グラフの①と②のラインはそれぞれ上値抵抗線で2,749円と2,590円のところに存在しています。
2021-07-26現在で株価は2,298円なのでまずは②のラインを超えたいところではありますが、MACDやRSIなどのインジケーターはどれも下落トレンドに入っている状態です。
また2021年3月中旬から7月現在までのチャートで見ると、米国市場では人気の高いチャートパターン、「カップウィズハンドル」を形成しつつありました。
カップウィズハンドルではカップの取っ手の部分を形成した後に、カップの縁部分を超えれば一気に上昇するチャートパターンです。
今回のJAL日本航空は取っ手部分は形成したものの、7月上旬も株価が下落してしまいカップウィズハンドルの形成は失敗に終わっています。
以上の内容を踏まえるとチャート的には株価が上がる様な状態ではないので、短期投資は少し危険と言う分析結果になります。
一方長期目線で見ると、コロナが落ち着けば当然旅行する人も増えるので飛行機を利用する人は増えます。
下記のチャートは2019年10月から現在までのチャートです。
コロナ前の株価の水準と今の株価を比較すると30%も差があることが分かると思います。

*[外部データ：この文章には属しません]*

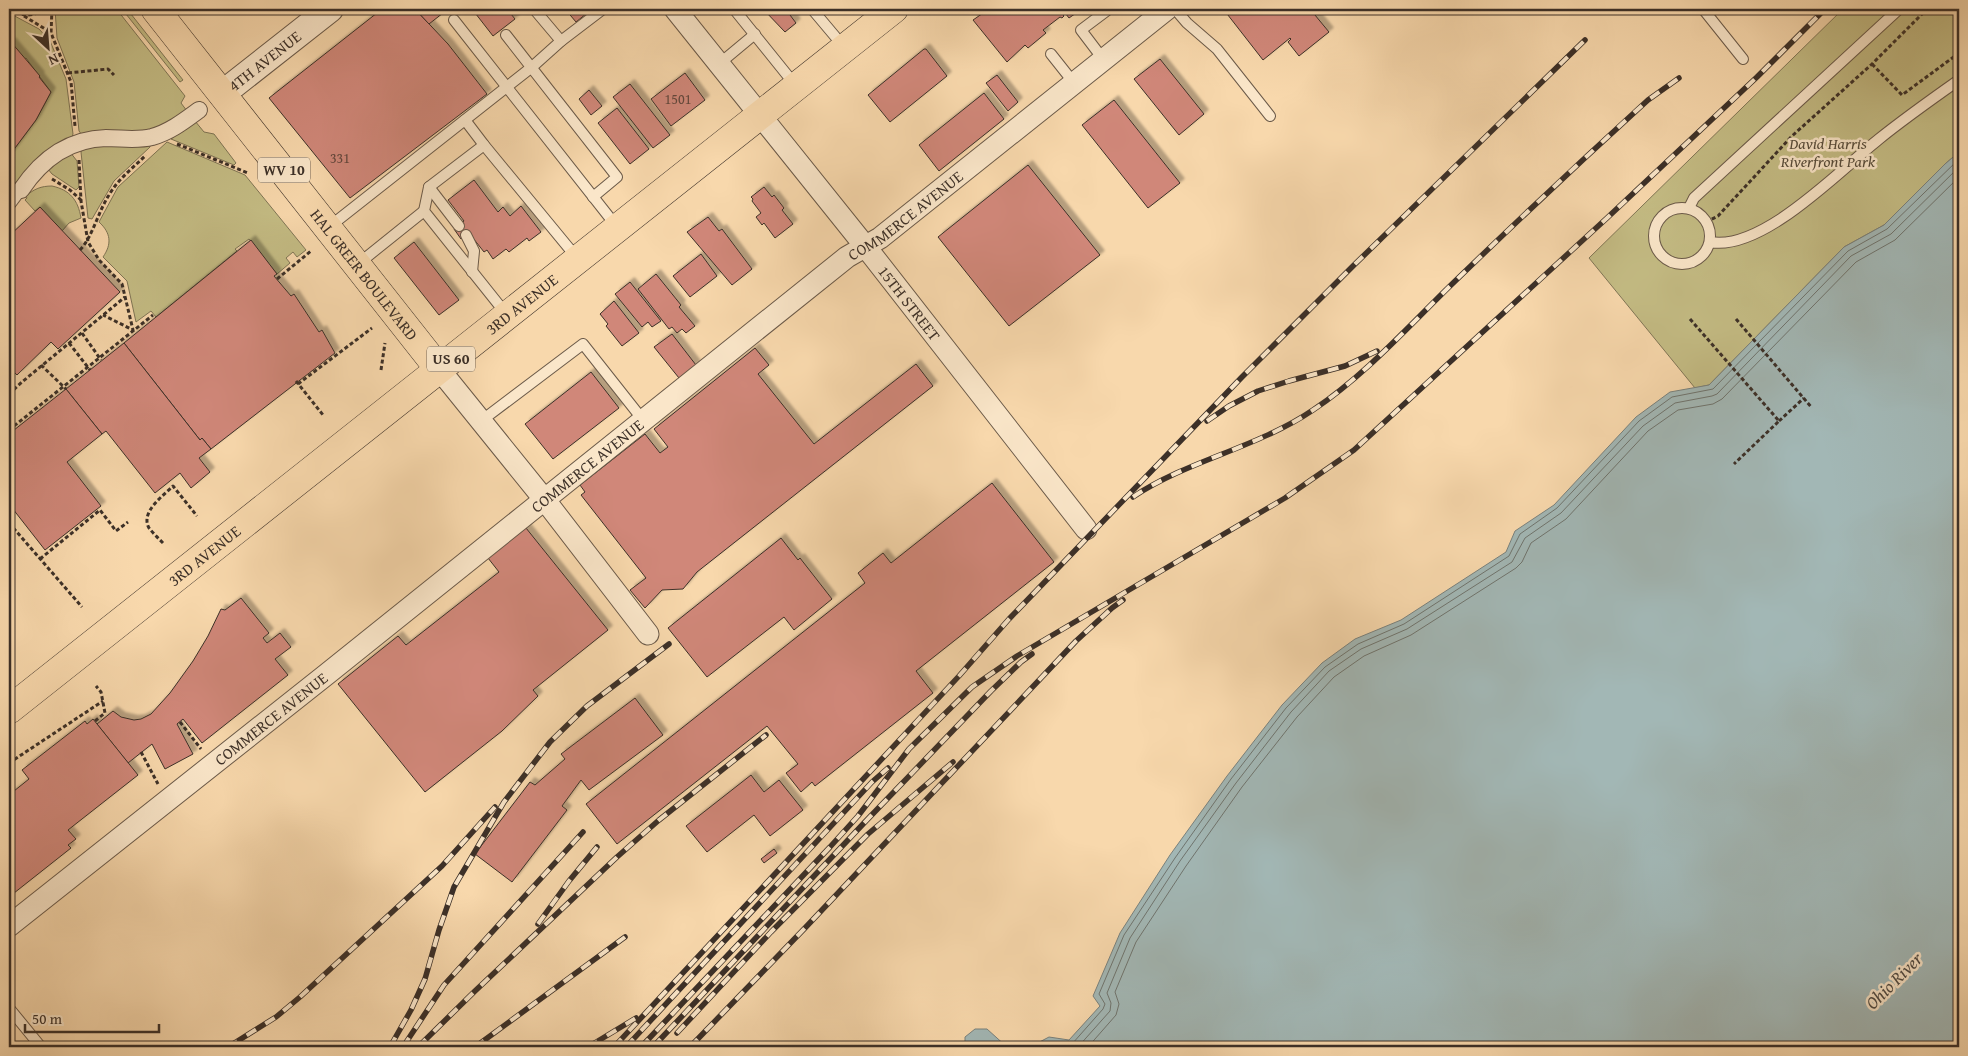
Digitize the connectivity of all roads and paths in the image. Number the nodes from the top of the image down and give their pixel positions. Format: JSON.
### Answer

これは言い換えるとコロナが落ち着いてまた飛行機を利用する人が増えれば、30%以上株価が上がる可能性を秘めているとも言えます。
コロナが起こる前と今の働き方を比較するとオンライン会議なども一般的になってきた事により、出張などで飛行機を利用する人は減ったかもしれません。
しかしそれでも0になることはなく、何より旅行などの娯楽で飛行機を利用する人は間違いなくいます。
以上の理由からコロナから復活するタイミングで株価はコロナ前の水準まで戻す可能性が高いので長期投資はありだと思います。
日本航空の配当金と株主優待
実はJAL日本航空は2018年3月期から2020年3月期までの3年間は連続増配銘で、配当利回りに2%から3%ほどありました。
しかしそれが2021年は大赤字により配当金が廃止されました。
業績が回復すればまた配当金を再開する可能性は高く、赤字の今でも100株以上保有していると、JALグループの国内定期航空路線片道1区間が50%割引になる株主割引券も配布しています。
配当金や株主優待はおまけ的な要素ではありますが長期目線で投資をするには地味に嬉しい内容ですね。
JAL日本航空は長期投資銘柄の候補
今回はJAL日本航空の前回の2020年3月期の決算数値をはじめ、現在の株価や各種分析を行い、ポートフォリオに組み込むのはありかを見てきました。
飛行機での移動手段は少なくとも僕らが生きているうちは無くならないでしょう。
2021年8月3日に発表される四半期決算はほぼ赤字だとは思いますが、僕らの予想を下回る赤字の額であれば株価を上げてくる可能性は高いはずです。
四半期決算発表後にはまた数値を振り返るための記事を書いていこうと思います。